Sassoon continued, analogizing his life condition with lines from Metallica's Enter Sandman, Lynard Skynard's Free Bird, and Motely Crue's Dr. Feelgood. When he was asked what he "feels" he needs to accomplish this year in order for it to be a successful season, he responded by quoting Flashdance:

"I feel the music. Close my eyes feel the rythme. Wrap around take a hold of my heart. What a feelin! He's believin. I can have it all, I'm dancing for my life!"

While most of us may not understand what Sassoon is talking about, he does, and that is what is important. After becoming only the 4th team other than a Lalazarian to reach the AFFL finals two short years ago,  Grabbers knows that whatever success comes in his personal, or AFFL life, all the credit should go to the backbone of them both. His wife. As he so eloquently sang to us:

"And I... will always love you. And I, will always... love you. And I will always love.. Yooooou."

Lilit is truly one of a kind, as are all AFFL wives and girlfriends. You can't win it all unless you have that kind of support. It's a tough task juggling kids and managing your AFFL butt off.  And Sassoon, just remember, like Axel Rose said at the end of November Rain

"You're not the only one. You're not the only one."

 

Prime Time Tax?
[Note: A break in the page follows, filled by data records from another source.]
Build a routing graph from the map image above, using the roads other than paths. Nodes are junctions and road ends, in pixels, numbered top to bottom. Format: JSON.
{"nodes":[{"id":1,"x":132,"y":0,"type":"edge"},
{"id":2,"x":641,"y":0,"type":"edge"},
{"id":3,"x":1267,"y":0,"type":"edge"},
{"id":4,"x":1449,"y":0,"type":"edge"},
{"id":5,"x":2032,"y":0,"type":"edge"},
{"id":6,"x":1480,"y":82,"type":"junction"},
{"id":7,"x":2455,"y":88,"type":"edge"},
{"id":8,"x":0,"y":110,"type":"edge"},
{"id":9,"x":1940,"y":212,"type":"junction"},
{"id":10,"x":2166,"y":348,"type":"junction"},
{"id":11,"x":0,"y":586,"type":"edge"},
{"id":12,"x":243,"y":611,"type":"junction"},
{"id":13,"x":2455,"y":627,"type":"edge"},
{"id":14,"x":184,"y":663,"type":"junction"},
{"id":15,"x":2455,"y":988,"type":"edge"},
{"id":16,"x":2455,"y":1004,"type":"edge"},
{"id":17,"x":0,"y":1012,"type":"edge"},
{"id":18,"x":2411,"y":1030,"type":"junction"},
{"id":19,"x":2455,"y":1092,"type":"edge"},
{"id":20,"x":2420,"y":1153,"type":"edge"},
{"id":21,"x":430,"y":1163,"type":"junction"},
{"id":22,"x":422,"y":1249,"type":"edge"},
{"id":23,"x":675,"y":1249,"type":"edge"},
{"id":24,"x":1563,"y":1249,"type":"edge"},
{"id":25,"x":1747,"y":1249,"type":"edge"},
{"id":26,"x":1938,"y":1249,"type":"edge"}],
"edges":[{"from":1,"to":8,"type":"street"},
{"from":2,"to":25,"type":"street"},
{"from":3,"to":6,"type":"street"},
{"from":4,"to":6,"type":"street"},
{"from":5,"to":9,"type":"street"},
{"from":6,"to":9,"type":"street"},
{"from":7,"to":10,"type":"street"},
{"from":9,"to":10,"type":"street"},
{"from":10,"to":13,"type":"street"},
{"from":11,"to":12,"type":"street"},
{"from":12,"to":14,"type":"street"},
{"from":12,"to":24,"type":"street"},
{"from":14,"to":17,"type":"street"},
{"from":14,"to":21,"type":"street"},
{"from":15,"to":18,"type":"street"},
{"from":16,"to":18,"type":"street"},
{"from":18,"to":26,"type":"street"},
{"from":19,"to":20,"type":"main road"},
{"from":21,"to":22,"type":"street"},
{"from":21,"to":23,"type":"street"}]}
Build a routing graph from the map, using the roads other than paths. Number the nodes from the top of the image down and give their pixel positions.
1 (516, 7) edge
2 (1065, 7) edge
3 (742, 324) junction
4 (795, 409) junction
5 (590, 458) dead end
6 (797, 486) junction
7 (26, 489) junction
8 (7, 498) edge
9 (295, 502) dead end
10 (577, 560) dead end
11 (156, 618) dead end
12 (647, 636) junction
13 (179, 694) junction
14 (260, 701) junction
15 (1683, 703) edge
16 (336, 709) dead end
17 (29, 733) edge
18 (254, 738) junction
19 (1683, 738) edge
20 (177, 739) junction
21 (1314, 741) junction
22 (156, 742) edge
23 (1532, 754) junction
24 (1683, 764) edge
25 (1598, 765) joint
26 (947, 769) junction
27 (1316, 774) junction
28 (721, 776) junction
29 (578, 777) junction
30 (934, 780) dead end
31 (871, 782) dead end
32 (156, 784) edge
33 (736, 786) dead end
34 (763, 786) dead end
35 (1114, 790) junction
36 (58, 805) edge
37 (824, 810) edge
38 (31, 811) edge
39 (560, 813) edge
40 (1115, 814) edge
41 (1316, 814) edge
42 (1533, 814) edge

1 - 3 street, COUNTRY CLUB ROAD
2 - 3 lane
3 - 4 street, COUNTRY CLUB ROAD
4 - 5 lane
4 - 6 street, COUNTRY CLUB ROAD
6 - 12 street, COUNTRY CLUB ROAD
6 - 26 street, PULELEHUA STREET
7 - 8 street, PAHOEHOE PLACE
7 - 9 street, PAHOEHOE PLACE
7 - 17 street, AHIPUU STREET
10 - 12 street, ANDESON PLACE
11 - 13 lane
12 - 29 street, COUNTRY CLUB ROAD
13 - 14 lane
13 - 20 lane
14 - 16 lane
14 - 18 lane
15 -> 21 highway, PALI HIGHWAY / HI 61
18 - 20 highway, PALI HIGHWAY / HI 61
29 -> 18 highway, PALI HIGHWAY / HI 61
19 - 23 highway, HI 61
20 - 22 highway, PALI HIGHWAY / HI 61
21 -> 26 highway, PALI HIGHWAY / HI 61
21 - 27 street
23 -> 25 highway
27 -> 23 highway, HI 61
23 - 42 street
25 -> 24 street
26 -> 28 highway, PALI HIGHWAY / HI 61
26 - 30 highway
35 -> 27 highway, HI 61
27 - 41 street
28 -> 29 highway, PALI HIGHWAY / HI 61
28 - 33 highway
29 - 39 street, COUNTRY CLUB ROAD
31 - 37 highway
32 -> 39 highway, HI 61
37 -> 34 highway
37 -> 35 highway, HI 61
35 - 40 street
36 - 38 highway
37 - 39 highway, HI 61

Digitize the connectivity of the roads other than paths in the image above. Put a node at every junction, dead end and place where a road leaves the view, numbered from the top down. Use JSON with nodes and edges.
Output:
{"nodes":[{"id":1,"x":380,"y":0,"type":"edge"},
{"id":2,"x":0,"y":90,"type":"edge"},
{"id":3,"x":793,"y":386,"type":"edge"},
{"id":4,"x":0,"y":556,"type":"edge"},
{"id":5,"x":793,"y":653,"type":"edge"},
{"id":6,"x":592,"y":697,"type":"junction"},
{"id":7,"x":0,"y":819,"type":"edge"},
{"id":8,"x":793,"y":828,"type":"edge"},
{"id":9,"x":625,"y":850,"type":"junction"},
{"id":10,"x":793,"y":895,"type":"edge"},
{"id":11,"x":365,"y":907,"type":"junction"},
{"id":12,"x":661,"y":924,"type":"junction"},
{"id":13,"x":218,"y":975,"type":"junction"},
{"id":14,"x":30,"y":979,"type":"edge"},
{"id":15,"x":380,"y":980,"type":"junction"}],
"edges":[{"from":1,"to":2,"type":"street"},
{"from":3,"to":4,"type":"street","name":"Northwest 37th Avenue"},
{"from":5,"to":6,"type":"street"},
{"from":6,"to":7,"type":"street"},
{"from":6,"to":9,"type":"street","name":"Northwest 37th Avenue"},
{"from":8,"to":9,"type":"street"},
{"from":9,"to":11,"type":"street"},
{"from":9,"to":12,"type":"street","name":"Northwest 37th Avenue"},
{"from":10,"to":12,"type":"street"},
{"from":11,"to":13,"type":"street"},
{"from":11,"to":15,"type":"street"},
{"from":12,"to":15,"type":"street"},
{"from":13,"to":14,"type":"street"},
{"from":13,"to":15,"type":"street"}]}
Ara hopes to Impose Draft hosting fees on managers.

Raffi Lalazarian

After receiving bids to host the AFFL Draft from a variety of venues which included Carousel Restaurant in Glendale and Sako's Mechanic's Garage in North Hollywood, The AFFL Draft Selection Committee has narrowed down the choices to two: The house of either Vosgereechee Gyank owner Mardig Kasbarian, or Prime Time owner Ara Malikian. There is one snag however, Ara is mandating a tax on the league.

Paperwork submitted to the league office by Prime Time on Monday offers the league full access to all facilities on the premisses, including the pool, food, drink and after draft indemnities.  Malikian adds that a "draft tax" be placed on managers to help pay for cleaning and repairs needed after the draft, as well the amount still owed from his Armenian Wedding in March.

Here is a list of some of the taxes and fees:


$20 team enterance fee
$2 walk-across the wooden floor tax (backyard entrance free)
$1.45 restroom cleaning fee
$1.15 wife/kids inconvienced fee
$1.05 parking fee
$1 laptop fee
$.50 outdoor patio seat fee
$.25 Ara fee
$.10 exit fee

Also included:

$.55 per sheet toilet paper fee

and

$.23 speaking fee

Should the league allow the fees to go through, each team manager would be responsible for paying their portion of the $29.50 on top of their league registration fee.

The league has consistantly maintained that hosting the AFFL draft is a privalage and the AFFL karma that one gains from such an event is priceless. Aside from a few food items brought to share, it is unlikely that the Prime Time will get to turn a profit while the AFFL Draft is in his house of the most hated.

Using Prime Time's phrase, I'm sure he should pay us for the fact that we shall all have "A horrible day."